*WORK REQUEST*.
From the listing below, return each line that includes "Pointe".

*SUPPLIED INFORMATION*.

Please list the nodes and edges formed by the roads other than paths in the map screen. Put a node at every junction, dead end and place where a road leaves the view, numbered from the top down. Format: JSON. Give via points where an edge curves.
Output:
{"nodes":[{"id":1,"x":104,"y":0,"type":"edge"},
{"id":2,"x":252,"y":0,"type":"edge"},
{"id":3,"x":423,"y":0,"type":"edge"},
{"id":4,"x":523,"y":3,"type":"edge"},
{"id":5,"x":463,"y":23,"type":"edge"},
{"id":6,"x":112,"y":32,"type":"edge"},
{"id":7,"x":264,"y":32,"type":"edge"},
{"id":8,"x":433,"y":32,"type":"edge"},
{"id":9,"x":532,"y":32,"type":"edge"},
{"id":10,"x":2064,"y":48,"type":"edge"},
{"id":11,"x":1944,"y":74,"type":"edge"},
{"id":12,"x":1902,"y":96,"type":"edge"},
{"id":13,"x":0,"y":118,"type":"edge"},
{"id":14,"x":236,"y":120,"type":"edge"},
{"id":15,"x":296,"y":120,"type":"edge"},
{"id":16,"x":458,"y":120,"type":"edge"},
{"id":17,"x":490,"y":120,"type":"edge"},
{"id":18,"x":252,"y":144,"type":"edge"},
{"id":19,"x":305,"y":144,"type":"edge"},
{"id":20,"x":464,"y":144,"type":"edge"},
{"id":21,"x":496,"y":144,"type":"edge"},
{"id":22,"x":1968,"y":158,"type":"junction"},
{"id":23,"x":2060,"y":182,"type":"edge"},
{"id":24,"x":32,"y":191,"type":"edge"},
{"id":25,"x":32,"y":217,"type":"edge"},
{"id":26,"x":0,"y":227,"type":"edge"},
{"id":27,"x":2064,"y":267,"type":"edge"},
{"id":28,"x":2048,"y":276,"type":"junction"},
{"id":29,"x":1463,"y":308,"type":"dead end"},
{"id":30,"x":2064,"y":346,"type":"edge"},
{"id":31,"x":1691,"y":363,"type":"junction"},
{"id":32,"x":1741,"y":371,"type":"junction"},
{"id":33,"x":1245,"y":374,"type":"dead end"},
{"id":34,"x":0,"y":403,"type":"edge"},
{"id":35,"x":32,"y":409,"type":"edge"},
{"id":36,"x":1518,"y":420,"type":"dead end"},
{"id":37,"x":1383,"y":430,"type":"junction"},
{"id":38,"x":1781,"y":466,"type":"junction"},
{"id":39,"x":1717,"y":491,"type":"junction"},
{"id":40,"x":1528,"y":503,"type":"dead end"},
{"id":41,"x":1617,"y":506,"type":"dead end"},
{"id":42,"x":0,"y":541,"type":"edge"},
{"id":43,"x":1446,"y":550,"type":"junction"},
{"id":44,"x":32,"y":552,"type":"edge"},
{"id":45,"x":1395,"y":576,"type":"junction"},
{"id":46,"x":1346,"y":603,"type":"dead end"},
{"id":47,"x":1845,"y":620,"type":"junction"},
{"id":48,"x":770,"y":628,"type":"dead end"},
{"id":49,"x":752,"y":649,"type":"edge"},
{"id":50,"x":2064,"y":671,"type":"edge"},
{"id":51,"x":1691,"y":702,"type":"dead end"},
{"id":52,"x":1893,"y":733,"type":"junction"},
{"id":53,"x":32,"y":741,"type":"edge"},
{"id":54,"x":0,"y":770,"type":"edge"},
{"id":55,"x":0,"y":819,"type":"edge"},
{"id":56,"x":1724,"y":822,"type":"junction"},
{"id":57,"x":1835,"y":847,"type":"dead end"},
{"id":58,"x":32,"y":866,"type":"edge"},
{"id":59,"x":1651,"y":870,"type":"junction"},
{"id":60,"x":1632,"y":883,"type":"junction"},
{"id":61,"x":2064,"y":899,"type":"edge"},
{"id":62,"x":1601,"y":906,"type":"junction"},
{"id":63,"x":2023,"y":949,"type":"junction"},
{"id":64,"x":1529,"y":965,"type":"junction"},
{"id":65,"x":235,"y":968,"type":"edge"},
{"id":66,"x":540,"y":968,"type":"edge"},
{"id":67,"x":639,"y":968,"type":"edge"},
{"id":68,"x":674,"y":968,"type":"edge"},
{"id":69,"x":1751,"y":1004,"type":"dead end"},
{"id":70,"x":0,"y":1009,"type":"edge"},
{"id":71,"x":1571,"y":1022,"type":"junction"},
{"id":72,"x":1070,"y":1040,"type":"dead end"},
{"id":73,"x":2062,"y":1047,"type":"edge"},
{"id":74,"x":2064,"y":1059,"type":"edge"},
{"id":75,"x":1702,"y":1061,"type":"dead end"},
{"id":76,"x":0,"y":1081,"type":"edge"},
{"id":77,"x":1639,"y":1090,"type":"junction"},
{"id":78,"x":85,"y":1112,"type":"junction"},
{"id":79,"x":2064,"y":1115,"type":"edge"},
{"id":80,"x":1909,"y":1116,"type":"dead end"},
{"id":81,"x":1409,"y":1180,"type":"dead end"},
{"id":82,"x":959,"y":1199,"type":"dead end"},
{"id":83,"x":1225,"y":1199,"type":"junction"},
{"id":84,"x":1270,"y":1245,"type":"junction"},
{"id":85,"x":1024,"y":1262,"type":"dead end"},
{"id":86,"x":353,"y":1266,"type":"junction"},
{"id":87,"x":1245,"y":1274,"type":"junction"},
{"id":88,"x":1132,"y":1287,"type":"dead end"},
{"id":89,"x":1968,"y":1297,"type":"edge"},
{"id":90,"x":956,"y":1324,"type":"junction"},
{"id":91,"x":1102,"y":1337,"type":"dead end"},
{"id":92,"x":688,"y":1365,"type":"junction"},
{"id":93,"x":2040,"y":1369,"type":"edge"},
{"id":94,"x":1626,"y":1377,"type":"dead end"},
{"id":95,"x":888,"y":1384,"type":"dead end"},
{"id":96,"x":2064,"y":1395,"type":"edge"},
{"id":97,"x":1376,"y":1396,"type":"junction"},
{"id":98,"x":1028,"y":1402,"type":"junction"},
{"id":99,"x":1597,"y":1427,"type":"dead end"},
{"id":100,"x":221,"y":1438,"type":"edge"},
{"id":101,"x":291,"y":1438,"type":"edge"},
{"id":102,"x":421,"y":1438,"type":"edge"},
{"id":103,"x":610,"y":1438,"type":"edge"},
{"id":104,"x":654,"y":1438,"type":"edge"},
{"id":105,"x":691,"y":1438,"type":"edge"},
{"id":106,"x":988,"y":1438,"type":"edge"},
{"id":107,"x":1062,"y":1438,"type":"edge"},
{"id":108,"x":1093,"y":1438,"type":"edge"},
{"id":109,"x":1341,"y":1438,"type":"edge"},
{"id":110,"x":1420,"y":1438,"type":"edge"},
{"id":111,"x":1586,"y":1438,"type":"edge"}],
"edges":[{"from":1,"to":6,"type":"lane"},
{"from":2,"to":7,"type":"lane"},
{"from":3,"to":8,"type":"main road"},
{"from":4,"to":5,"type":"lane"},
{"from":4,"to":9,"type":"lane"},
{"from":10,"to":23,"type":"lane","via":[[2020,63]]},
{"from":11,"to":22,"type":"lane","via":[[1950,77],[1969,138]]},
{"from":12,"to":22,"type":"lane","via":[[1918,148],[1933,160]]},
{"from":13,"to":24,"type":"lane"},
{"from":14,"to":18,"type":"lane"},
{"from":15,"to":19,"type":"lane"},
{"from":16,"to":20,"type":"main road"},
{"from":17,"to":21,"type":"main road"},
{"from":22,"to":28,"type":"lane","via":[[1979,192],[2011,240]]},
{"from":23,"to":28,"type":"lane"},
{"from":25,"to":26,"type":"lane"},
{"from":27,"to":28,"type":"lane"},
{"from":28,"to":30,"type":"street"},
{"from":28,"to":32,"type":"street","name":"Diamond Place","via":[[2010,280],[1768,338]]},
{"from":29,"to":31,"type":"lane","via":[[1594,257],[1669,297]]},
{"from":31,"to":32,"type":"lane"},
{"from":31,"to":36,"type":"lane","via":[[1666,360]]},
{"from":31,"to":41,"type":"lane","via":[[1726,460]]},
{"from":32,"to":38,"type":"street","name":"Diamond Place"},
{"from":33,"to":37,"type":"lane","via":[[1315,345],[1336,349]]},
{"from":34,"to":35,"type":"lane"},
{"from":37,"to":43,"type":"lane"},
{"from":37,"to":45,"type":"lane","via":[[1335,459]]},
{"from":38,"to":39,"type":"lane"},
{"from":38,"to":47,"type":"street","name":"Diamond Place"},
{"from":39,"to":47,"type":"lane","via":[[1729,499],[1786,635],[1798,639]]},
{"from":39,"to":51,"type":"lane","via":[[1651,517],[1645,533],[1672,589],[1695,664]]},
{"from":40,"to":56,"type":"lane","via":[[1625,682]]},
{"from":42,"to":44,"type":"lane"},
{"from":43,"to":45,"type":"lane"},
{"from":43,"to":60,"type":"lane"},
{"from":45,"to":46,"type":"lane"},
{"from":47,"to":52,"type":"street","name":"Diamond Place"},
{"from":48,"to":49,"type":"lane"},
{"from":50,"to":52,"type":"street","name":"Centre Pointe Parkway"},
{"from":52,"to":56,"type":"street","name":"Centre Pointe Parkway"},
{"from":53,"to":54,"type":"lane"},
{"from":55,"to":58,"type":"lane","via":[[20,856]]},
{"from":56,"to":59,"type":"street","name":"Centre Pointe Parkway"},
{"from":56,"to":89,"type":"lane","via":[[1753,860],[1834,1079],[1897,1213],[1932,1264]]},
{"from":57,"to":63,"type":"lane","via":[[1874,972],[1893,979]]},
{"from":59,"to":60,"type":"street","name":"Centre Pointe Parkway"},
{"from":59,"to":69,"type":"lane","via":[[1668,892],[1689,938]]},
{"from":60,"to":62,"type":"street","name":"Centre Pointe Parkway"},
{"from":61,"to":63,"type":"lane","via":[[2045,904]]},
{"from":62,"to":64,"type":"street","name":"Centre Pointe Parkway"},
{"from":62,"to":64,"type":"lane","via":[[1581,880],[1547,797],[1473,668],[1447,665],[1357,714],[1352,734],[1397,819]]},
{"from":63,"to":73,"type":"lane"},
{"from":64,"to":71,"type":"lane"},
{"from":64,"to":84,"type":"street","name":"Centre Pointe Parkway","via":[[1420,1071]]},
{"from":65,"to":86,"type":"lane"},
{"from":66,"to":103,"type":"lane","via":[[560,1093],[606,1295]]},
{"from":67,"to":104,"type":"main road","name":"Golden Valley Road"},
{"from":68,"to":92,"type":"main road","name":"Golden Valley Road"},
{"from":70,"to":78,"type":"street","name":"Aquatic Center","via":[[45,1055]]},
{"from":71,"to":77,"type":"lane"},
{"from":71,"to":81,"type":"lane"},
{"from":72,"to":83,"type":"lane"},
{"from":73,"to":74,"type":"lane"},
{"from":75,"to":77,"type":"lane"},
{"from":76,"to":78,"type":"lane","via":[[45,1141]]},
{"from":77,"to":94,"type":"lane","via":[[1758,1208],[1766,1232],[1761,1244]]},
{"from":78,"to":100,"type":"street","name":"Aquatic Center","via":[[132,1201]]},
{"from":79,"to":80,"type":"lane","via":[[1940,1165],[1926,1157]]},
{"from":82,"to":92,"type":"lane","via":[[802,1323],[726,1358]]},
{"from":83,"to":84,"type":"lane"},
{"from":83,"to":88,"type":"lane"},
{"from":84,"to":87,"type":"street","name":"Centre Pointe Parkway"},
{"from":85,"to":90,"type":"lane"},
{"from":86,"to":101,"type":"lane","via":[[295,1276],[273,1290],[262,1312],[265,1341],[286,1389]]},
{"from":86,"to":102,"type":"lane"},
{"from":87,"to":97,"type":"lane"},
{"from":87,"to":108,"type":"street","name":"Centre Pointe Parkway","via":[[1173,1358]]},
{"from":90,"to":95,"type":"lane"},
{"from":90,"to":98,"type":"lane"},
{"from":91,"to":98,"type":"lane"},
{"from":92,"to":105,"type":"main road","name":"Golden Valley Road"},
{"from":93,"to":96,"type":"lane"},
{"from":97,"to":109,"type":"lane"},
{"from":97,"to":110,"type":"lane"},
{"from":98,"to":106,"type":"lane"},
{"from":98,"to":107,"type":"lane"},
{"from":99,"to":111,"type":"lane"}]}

*PROBLEM SOLUTION*.
{"from":50,"to":52,"type":"street","name":"Centre Pointe Parkway"},
{"from":52,"to":56,"type":"street","name":"Centre Pointe Parkway"},
{"from":56,"to":59,"type":"street","name":"Centre Pointe Parkway"},
{"from":59,"to":60,"type":"street","name":"Centre Pointe Parkway"},
{"from":60,"to":62,"type":"street","name":"Centre Pointe Parkway"},
{"from":62,"to":64,"type":"street","name":"Centre Pointe Parkway"},
{"from":64,"to":84,"type":"street","name":"Centre Pointe Parkway","via":[[1420,1071]]},
{"from":84,"to":87,"type":"street","name":"Centre Pointe Parkway"},
{"from":87,"to":108,"type":"street","name":"Centre Pointe Parkway","via":[[1173,1358]]},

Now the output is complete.